The pies found there are unique and exciting.
Yet, despite its starchy and historic aura, Bordentown and the surrounding area constitute a pizza hot spot as described above; there are 14 pizzerias to be counted within a five-mile radius. The pies found there are unique and exciting. Some friends and I dropped by Marcello’s, right on Farnsworth Avenue, Bordentown’s main drag. It occupies a double storefront, one of which is a casual outdoor seating area and bar, the other a rather formal indoor restaurant. The place was founded in 1980, and prominently advertises its coal oven, which is a real oddity in these parts.

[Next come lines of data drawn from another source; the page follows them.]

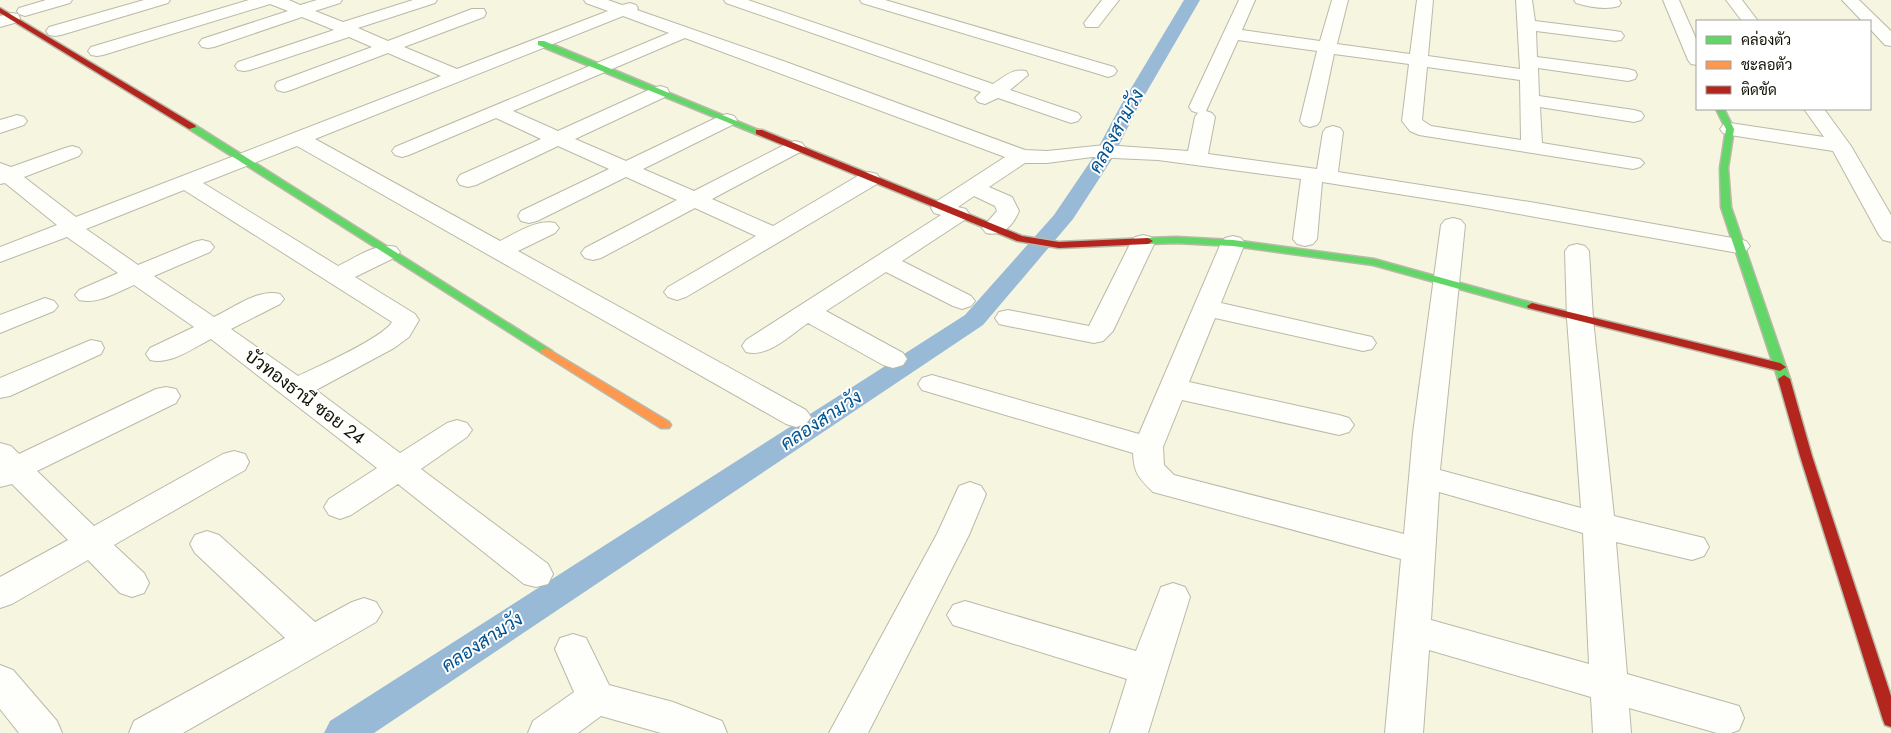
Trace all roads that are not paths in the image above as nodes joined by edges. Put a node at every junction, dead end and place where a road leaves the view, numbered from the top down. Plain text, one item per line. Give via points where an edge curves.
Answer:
1 (64, 0) edge
2 (162, 0) edge
3 (266, 0) edge
4 (275, 0) edge
5 (334, 0) edge
6 (429, 0) edge
7 (592, 0) edge
8 (647, 0) edge
9 (732, 0) edge
10 (868, 0) edge
11 (1111, 0) edge
12 (1247, 0) edge
13 (1340, 0) edge
14 (1425, 0) edge
15 (1524, 0) edge
16 (1582, 0) edge
17 (1670, 0) edge
18 (1734, 0) edge
19 (1850, 0) edge
20 (1613, 4) dead end
21 (301, 11) junction
22 (623, 11) junction
23 (478, 13) dead end
24 (9, 15) edge
25 (1749, 20) edge
26 (1870, 20) edge
27 (1871, 21) edge
28 (1092, 23) dead end
29 (1527, 25) junction
30 (851, 26) dead end
31 (345, 29) junction
32 (55, 31) dead end
33 (685, 32) junction
34 (833, 34) junction
35 (1232, 34) junction
36 (1615, 36) dead end
37 (1891, 41) edge
38 (208, 43) dead end
39 (541, 43) junction
40 (808, 46) dead end
41 (386, 47) junction
42 (1327, 47) junction
43 (98, 51) dead end
44 (1696, 58) edge
45 (1418, 60) junction
46 (244, 66) dead end
47 (599, 67) junction
48 (1529, 68) junction
49 (1108, 71) dead end
50 (1019, 75) dead end
51 (1628, 75) dead end
52 (458, 76) junction
53 (284, 86) dead end
54 (997, 91) junction
55 (660, 92) junction
56 (1530, 100) junction
57 (977, 103) dead end
58 (493, 105) junction
59 (1720, 110) edge
60 (1815, 110) edge
61 (1634, 116) dead end
62 (1071, 117) dead end
63 (727, 120) junction
64 (1310, 121) dead end
65 (1730, 129) junction
66 (1333, 132) dead end
67 (298, 138) junction
68 (559, 139) junction
69 (1841, 146) junction
70 (795, 147) junction
71 (1532, 147) junction
72 (402, 151) dead end
73 (72, 152) dead end
74 (1021, 156) junction
75 (245, 159) junction
76 (1197, 159) junction
77 (1633, 163) dead end
78 (624, 170) junction
79 (3, 174) edge
80 (1320, 176) junction
81 (870, 178) junction
82 (468, 180) dead end
83 (186, 182) junction
84 (972, 187) junction
85 (694, 200) junction
86 (950, 211) junction
87 (1453, 225) dead end
88 (71, 227) junction
89 (994, 228) junction
90 (774, 235) junction
91 (1891, 235) edge
92 (1306, 239) dead end
93 (1143, 242) junction
94 (1233, 243) junction
95 (1738, 246) junction
96 (202, 248) dead end
97 (500, 250) junction
98 (1577, 251) dead end
99 (388, 252) junction
100 (592, 253) dead end
101 (0, 254) edge
102 (885, 262) junction
103 (136, 275) junction
104 (337, 276) junction
105 (1446, 282) junction
106 (677, 292) dead end
107 (88, 296) dead end
108 (271, 299) dead end
109 (962, 301) dead end
110 (45, 306) dead end
111 (1206, 308) junction
112 (808, 312) junction
113 (1008, 318) dead end
114 (1580, 319) junction
115 (0, 325) edge
116 (213, 328) junction
117 (1363, 344) dead end
118 (756, 346) dead end
119 (91, 348) dead end
120 (160, 354) dead end
121 (893, 359) dead end
122 (1780, 367) junction
123 (932, 384) dead end
124 (1172, 388) junction
125 (0, 389) edge
126 (296, 389) junction
127 (166, 396) dead end
128 (796, 417) dead end
129 (665, 425) dead end
130 (1339, 426) dead end
131 (457, 430) dead end
132 (1148, 447) junction
133 (234, 462) dead end
134 (6, 466) edge
135 (400, 468) junction
136 (1424, 477) junction
137 (970, 494) dead end
138 (340, 507) dead end
139 (1600, 525) junction
140 (90, 543) junction
141 (207, 544) dead end
142 (1692, 546) dead end
143 (1418, 551) junction
144 (536, 574) dead end
145 (132, 582) dead end
146 (0, 594) edge
147 (1173, 597) dead end
148 (364, 612) dead end
149 (965, 615) dead end
150 (1412, 630) junction
151 (312, 641) junction
152 (573, 649) dead end
153 (1148, 670) junction
154 (0, 681) edge
155 (1609, 686) junction
156 (596, 698) junction
157 (1725, 718) dead end
158 (1891, 720) edge
159 (42, 733) edge
160 (148, 733) edge
161 (547, 733) edge
162 (708, 733) edge
163 (848, 733) edge
164 (1129, 733) edge
165 (1404, 733) edge
166 (1612, 733) edge

1 - 24 street
2 - 32 street
3 - 43 street
4 - 21 street
5 - 21 street
6 - 31 street
7 - 22 street
8 - 22 street
9 - 34 street
10 - 49 street
11 - 28 street
12 - 35 street
13 - 42 street
14 - 45 street
15 - 29 street
16 - 20 street
17 - 44 street
18 - 25 street
19 - 26 street
21 - 31 street
21 - 38 street
22 - 33 street
22 - 39 street
23 - 41 street
24 - 75 street
27 - 37 street
29 - 36 street
29 - 48 street
30 - 34 street
31 - 41 street
31 - 46 street
33 - 47 street
33 - 74 street
34 - 40 street
34 - 54 street
35 - 42 street
35 - 76 street via 1202,112
39 - 47 street
39 - 52 street
41 - 52 street
41 - 53 street
42 - 45 street
42 - 64 street
45 - 48 street
45 - 71 street via 1412,121 1417,127
47 - 55 street
47 - 58 street
48 - 51 street
48 - 56 street
50 - 54 street
52 - 67 street
54 - 57 street
54 - 62 street
55 - 63 street
55 - 68 street
56 - 61 street
56 - 71 street
58 - 68 street
58 - 72 street
59 - 65 street
60 - 69 street
63 - 70 street
63 - 78 street
65 - 69 street
65 - 95 street via 1722,184
66 - 80 street
67 - 75 street
67 - 97 street
68 - 78 street
68 - 82 street
69 - 91 street
70 - 81 street
70 - 85 street
71 - 77 street
73 - 79 street
74 - 76 street via 1128,152
74 - 84 street
75 - 83 street
75 - 99 street
76 - 80 street
78 - 85 street
78 - 97 street via 538,222
79 - 88 street, บัวทองธานี ซอย 24
80 - 92 street
80 - 95 street via 1444,194
81 - 86 street
81 - 90 street
83 - 88 street
83 - 104 street
84 - 86 street
84 - 89 street via 1004,202 1008,210 1005,218
85 - 90 street
85 - 100 street
86 - 89 street
86 - 102 street
87 - 105 street
88 - 101 street
88 - 103 street, บัวทองธานี ซอย 24
89 - 93 street via 1020,239 1059,245
90 - 106 street
93 - 94 street
93 - 113 street via 1100,332 1094,335
94 - 105 street via 1374,262
94 - 111 street
95 - 122 street
96 - 103 street
97 - 128 street
98 - 114 street
99 - 104 street
99 - 129 street
102 - 109 street
102 - 112 street
103 - 107 street
103 - 116 street, บัวทองธานี ซอย 24
104 - 126 street via 406,320 400,331 385,342
105 - 114 street
105 - 136 street
108 - 116 street
110 - 115 street
111 - 117 street
111 - 124 street
112 - 118 street
112 - 121 street
114 - 122 street
114 - 139 street
116 - 120 street
116 - 126 street, บัวทองธานี ซอย 24
119 - 125 street
122 - 158 street
123 - 132 street
124 - 130 street
124 - 132 street
126 - 135 street, บัวทองธานี ซอย 24
127 - 134 street
131 - 135 street
132 - 143 street via 1149,469 1164,484
133 - 140 street
134 - 140 street
135 - 138 street
135 - 144 street, บัวทองธานี ซอย 24
136 - 139 street
136 - 143 street
137 - 163 street via 953,536
139 - 142 street
139 - 155 street
140 - 145 street
140 - 146 street
141 - 151 street
143 - 150 street
147 - 153 street
148 - 151 street
149 - 153 street
150 - 155 street
150 - 165 street
151 - 160 street
152 - 156 street
153 - 164 street
154 - 159 street
155 - 157 street
155 - 166 street
156 - 161 street
156 - 162 street via 673,719

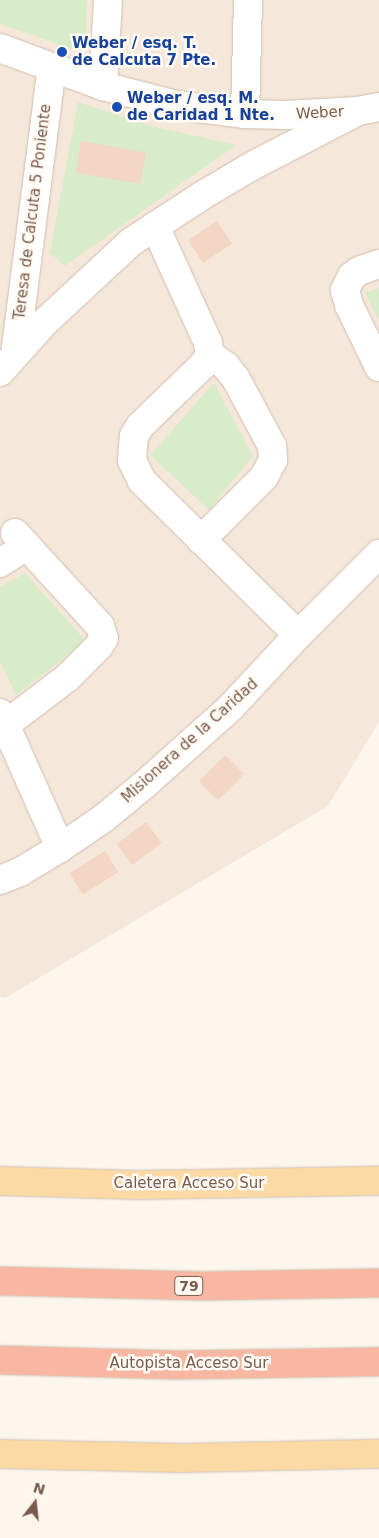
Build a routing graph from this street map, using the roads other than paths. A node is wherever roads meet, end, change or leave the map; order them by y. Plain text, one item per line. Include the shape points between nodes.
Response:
1 (108, 0) edge
2 (248, 0) edge
3 (0, 48) edge
4 (52, 68) junction
5 (103, 86) junction
6 (369, 109) edge
7 (245, 114) junction
8 (155, 226) junction
9 (379, 264) edge
10 (210, 354) junction
11 (7, 363) edge
12 (379, 367) edge
13 (201, 540) junction
14 (379, 554) edge
15 (0, 563) edge
16 (298, 635) junction
17 (3, 719) edge
18 (60, 848) junction
19 (0, 880) edge
20 (0, 1181) edge
21 (379, 1182) edge
22 (0, 1281) edge
23 (379, 1283) edge
24 (0, 1360) edge
25 (379, 1362) edge
26 (0, 1454) edge
27 (379, 1454) edge

1 - 5 street
2 - 7 street
3 - 4 street, Weber
4 - 5 street, Weber
4 - 11 street, Teresa de Calcuta 5 Poniente
5 - 7 street, Weber via 176,105
6 - 7 street, Weber via 286,115
6 - 8 street via 254,165
8 - 10 street via 208,343
8 - 11 street via 103,266
9 - 12 street via 352,276 345,290
10 - 13 street via 236,379 272,446 273,460 264,477
10 - 13 street via 203,366 140,426 131,448 132,460 142,481
13 - 16 street
14 - 16 street, Misionera de la Caridad
15 - 17 street via 20,539 100,626 104,638 67,678
16 - 18 street, Misionera de la Caridad via 231,707 188,747 104,818
17 - 18 street
18 - 19 street, Misionera de la Caridad
20 - 21 main road, Caletera Acceso Sur via 139,1184
22 - 23 highway, 79 via 203,1286
24 - 25 highway, Autopista Acceso Sur via 178,1364
26 - 27 main road via 181,1458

Coal oven pizza? In addition, the place doesn’t really call its pizzas by the name "pizza." Rather, they’re known by the South Jersey term "tomato pie," so that the restaurant’s full name is Marcello’s Restaurant and Tomato Pie. The place is a full-service restaurant specializing in Southern Italian food, much of it like that found in Brooklyn’s red-sauced joints. There’s a fine plate of flash-fried calamari with tomato sauce, which we tried as an appetizer, a Caesar salad, mozzarella in carozza (a Roman toasted cheese sandwich), eggplant rollatini, and Sicilian stuffed rice balls. There are oven-baked pastas, creative ravioli, and mix-and-match noodle-sauce combos.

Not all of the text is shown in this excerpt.